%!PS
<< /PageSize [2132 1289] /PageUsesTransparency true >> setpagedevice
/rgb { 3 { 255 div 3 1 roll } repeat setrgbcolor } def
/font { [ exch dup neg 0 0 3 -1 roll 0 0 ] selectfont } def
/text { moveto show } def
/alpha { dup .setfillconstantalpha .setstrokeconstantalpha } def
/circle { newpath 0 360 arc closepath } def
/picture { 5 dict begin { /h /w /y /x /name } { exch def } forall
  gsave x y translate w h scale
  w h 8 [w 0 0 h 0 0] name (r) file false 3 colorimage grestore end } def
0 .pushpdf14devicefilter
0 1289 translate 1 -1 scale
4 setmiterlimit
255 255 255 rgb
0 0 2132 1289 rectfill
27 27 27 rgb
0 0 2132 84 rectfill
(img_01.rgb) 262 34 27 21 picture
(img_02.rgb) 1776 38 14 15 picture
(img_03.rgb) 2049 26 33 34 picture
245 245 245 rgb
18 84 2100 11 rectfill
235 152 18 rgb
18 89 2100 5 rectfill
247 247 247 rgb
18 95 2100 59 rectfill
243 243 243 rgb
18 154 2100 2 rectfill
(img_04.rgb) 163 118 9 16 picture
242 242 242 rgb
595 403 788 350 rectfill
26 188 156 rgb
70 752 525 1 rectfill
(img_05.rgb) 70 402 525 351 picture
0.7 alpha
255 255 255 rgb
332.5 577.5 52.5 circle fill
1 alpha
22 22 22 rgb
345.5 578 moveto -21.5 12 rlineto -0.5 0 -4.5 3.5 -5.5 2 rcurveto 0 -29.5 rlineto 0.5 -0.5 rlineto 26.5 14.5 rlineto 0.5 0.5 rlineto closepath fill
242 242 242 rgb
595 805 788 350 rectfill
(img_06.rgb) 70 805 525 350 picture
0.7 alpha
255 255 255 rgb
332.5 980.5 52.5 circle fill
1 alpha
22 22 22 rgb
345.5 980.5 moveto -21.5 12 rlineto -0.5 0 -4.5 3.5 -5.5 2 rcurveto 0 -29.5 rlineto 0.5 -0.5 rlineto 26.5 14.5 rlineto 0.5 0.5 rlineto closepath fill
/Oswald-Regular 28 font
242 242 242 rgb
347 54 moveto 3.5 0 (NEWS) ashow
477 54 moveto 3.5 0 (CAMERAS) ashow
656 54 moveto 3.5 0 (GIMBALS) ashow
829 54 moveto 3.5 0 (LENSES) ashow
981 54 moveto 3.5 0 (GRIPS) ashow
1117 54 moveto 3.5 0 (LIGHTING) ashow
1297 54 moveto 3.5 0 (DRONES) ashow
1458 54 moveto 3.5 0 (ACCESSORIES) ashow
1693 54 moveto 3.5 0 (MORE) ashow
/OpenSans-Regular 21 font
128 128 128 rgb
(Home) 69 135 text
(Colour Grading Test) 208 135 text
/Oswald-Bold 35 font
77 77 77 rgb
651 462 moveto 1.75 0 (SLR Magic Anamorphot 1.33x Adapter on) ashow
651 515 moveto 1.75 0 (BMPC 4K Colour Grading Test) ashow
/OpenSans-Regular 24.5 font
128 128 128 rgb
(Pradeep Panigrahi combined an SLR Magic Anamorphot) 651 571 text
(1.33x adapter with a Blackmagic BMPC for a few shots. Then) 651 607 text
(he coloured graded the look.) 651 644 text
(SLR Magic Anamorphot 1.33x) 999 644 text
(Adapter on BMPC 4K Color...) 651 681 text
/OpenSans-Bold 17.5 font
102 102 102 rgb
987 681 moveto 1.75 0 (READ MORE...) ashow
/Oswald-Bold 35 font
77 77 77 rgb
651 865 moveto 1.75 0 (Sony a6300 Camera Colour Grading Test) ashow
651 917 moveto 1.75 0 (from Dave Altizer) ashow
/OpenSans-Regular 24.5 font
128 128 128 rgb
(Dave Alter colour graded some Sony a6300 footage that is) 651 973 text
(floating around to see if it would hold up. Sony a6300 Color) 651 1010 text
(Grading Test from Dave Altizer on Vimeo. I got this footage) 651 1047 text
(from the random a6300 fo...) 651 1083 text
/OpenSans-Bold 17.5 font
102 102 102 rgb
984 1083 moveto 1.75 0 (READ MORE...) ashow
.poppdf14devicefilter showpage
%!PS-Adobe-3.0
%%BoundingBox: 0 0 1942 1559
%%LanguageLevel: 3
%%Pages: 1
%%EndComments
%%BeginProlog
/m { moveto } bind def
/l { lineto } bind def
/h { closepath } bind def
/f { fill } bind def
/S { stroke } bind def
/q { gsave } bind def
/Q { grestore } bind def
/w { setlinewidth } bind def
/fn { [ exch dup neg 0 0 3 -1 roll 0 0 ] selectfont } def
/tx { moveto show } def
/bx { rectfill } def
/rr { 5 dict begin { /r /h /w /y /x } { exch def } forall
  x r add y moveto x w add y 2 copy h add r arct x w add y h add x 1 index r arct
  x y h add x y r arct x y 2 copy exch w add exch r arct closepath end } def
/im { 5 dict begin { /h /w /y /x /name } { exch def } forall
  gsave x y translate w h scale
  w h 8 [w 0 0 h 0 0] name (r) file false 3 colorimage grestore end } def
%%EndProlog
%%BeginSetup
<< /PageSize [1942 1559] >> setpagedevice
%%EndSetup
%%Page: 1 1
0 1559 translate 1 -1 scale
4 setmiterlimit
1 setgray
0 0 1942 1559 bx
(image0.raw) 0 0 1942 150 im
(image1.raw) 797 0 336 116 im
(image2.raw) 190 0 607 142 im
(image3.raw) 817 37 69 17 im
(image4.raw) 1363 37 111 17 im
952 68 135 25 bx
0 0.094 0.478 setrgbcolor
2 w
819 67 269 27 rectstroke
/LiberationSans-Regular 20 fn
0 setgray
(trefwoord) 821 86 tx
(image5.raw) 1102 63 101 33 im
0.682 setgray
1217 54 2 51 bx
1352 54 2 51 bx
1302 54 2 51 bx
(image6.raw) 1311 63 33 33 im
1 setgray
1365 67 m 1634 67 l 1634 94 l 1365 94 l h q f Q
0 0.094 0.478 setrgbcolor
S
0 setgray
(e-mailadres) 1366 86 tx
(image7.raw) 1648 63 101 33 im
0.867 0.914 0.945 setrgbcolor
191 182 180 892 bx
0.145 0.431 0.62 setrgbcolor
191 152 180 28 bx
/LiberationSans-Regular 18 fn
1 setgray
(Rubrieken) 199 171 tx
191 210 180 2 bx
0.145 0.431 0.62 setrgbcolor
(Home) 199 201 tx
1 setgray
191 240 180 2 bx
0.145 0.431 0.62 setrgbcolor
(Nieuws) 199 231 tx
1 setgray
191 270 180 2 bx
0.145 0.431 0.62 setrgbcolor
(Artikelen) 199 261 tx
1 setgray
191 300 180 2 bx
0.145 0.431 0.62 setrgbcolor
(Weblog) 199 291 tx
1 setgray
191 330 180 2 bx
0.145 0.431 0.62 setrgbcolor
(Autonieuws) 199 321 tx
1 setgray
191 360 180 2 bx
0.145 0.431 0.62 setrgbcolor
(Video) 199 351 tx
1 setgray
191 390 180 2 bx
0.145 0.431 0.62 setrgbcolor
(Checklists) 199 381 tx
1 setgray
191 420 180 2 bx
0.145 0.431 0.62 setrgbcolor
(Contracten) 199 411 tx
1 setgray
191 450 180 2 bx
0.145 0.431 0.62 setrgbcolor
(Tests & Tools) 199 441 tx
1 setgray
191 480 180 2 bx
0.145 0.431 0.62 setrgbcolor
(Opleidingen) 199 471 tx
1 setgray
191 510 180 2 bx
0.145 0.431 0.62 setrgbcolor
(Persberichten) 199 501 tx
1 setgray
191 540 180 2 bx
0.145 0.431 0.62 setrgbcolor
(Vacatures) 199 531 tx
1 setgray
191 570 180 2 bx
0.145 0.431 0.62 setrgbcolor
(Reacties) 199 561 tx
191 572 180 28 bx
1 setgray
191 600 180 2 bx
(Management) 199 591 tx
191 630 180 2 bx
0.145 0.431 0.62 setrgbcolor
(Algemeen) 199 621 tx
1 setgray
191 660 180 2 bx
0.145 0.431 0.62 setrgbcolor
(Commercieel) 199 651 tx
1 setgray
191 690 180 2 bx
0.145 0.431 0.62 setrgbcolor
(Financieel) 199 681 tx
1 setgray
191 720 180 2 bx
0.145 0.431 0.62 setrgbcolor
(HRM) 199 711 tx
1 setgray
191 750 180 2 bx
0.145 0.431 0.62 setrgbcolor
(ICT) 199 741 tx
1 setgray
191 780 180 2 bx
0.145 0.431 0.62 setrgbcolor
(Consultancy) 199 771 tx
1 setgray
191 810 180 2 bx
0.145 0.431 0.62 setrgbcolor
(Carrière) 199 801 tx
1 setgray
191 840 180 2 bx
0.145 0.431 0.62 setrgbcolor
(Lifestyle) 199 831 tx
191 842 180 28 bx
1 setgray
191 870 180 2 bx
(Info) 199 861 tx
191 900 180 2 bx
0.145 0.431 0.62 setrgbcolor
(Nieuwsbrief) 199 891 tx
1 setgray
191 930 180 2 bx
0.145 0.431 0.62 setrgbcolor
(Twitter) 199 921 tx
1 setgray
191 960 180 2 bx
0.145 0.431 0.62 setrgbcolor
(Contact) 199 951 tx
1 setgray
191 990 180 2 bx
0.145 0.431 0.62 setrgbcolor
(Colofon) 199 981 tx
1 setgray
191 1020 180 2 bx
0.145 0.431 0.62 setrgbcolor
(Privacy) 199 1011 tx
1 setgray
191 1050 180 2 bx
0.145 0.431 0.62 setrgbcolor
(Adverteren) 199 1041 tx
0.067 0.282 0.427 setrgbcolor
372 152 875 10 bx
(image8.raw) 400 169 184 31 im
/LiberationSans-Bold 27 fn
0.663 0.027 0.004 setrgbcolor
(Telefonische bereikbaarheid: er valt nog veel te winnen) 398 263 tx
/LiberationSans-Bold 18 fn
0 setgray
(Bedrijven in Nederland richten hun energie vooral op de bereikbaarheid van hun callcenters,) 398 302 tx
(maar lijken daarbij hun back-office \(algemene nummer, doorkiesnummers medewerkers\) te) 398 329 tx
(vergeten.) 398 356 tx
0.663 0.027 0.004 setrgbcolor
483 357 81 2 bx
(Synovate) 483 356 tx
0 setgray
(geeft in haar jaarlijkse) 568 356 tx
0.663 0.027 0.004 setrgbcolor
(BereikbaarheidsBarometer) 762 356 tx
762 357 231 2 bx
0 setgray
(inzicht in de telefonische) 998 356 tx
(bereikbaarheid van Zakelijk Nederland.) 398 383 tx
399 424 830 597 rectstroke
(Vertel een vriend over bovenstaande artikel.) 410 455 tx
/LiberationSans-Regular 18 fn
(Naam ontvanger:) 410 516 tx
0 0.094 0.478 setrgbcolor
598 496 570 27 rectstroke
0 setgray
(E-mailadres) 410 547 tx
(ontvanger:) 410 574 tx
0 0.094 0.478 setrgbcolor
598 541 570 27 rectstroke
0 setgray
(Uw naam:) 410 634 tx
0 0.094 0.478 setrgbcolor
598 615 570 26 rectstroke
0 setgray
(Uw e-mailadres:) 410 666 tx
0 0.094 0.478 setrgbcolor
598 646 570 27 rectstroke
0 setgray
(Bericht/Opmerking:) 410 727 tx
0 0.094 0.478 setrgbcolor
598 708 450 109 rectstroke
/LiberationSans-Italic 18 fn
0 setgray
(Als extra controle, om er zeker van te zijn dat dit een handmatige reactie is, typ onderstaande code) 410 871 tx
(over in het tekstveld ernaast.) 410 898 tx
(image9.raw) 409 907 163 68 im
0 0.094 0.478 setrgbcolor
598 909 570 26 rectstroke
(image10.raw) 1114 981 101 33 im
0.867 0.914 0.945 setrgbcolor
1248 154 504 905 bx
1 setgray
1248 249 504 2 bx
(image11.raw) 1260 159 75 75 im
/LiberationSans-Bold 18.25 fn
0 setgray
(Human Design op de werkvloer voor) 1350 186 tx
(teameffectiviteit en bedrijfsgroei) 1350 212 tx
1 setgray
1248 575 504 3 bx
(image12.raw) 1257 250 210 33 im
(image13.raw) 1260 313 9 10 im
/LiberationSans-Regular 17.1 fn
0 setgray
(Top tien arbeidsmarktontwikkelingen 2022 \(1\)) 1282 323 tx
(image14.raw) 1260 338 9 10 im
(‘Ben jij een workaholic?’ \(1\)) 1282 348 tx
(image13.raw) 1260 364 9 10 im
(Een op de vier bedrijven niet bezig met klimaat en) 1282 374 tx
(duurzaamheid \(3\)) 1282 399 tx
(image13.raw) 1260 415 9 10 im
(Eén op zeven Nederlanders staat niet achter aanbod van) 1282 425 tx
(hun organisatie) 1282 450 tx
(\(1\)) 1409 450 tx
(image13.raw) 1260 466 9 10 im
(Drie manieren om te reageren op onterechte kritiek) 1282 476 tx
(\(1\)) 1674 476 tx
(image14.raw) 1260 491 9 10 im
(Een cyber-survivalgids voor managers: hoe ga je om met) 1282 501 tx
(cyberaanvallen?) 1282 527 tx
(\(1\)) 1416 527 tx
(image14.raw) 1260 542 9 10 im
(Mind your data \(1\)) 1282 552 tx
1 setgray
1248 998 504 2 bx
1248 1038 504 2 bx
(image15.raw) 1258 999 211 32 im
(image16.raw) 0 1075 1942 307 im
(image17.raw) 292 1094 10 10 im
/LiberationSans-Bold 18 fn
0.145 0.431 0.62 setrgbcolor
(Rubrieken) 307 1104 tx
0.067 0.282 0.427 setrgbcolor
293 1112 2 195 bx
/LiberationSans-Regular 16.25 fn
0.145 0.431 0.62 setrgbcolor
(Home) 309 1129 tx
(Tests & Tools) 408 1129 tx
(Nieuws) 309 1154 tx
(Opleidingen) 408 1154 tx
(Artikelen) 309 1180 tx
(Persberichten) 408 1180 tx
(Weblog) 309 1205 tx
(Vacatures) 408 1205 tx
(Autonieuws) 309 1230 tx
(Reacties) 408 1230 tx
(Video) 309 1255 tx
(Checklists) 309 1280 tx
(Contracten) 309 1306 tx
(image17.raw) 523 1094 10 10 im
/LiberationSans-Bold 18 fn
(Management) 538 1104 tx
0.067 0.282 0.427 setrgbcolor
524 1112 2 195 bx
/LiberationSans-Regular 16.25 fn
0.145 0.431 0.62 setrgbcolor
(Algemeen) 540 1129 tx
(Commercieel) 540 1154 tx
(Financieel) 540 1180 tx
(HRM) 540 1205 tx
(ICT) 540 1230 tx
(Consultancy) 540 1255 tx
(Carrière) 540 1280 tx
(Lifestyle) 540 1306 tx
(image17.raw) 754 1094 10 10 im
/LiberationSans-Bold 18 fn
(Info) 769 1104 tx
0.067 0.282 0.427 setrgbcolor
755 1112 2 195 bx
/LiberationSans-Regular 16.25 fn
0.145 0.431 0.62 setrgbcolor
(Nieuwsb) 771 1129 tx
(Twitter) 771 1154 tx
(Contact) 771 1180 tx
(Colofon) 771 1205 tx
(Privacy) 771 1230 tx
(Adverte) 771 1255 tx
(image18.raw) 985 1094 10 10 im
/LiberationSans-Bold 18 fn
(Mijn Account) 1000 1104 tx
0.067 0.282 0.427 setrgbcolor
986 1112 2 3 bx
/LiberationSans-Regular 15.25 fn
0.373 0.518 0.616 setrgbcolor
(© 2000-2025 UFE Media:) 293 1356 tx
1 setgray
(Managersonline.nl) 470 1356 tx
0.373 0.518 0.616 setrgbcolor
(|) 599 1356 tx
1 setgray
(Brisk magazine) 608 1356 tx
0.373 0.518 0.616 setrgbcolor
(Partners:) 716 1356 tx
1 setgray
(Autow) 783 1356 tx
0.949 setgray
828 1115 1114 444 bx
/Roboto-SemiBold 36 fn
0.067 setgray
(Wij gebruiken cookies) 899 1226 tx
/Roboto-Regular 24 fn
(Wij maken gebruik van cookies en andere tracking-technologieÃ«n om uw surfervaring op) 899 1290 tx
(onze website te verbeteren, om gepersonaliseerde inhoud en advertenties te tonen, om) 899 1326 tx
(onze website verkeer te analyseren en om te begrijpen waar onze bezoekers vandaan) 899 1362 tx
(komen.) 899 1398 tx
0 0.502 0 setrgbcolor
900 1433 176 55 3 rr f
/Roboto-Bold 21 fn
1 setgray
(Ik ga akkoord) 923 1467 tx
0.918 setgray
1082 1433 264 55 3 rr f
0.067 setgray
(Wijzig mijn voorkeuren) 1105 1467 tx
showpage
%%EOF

Task to carry out – Your answer should consist of the lines above that hold the word "rlineto".

Answer section –
345.5 578 moveto -21.5 12 rlineto -0.5 0 -4.5 3.5 -5.5 2 rcurveto 0 -29.5 rlineto 0.5 -0.5 rlineto 26.5 14.5 rlineto 0.5 0.5 rlineto closepath fill
345.5 980.5 moveto -21.5 12 rlineto -0.5 0 -4.5 3.5 -5.5 2 rcurveto 0 -29.5 rlineto 0.5 -0.5 rlineto 26.5 14.5 rlineto 0.5 0.5 rlineto closepath fill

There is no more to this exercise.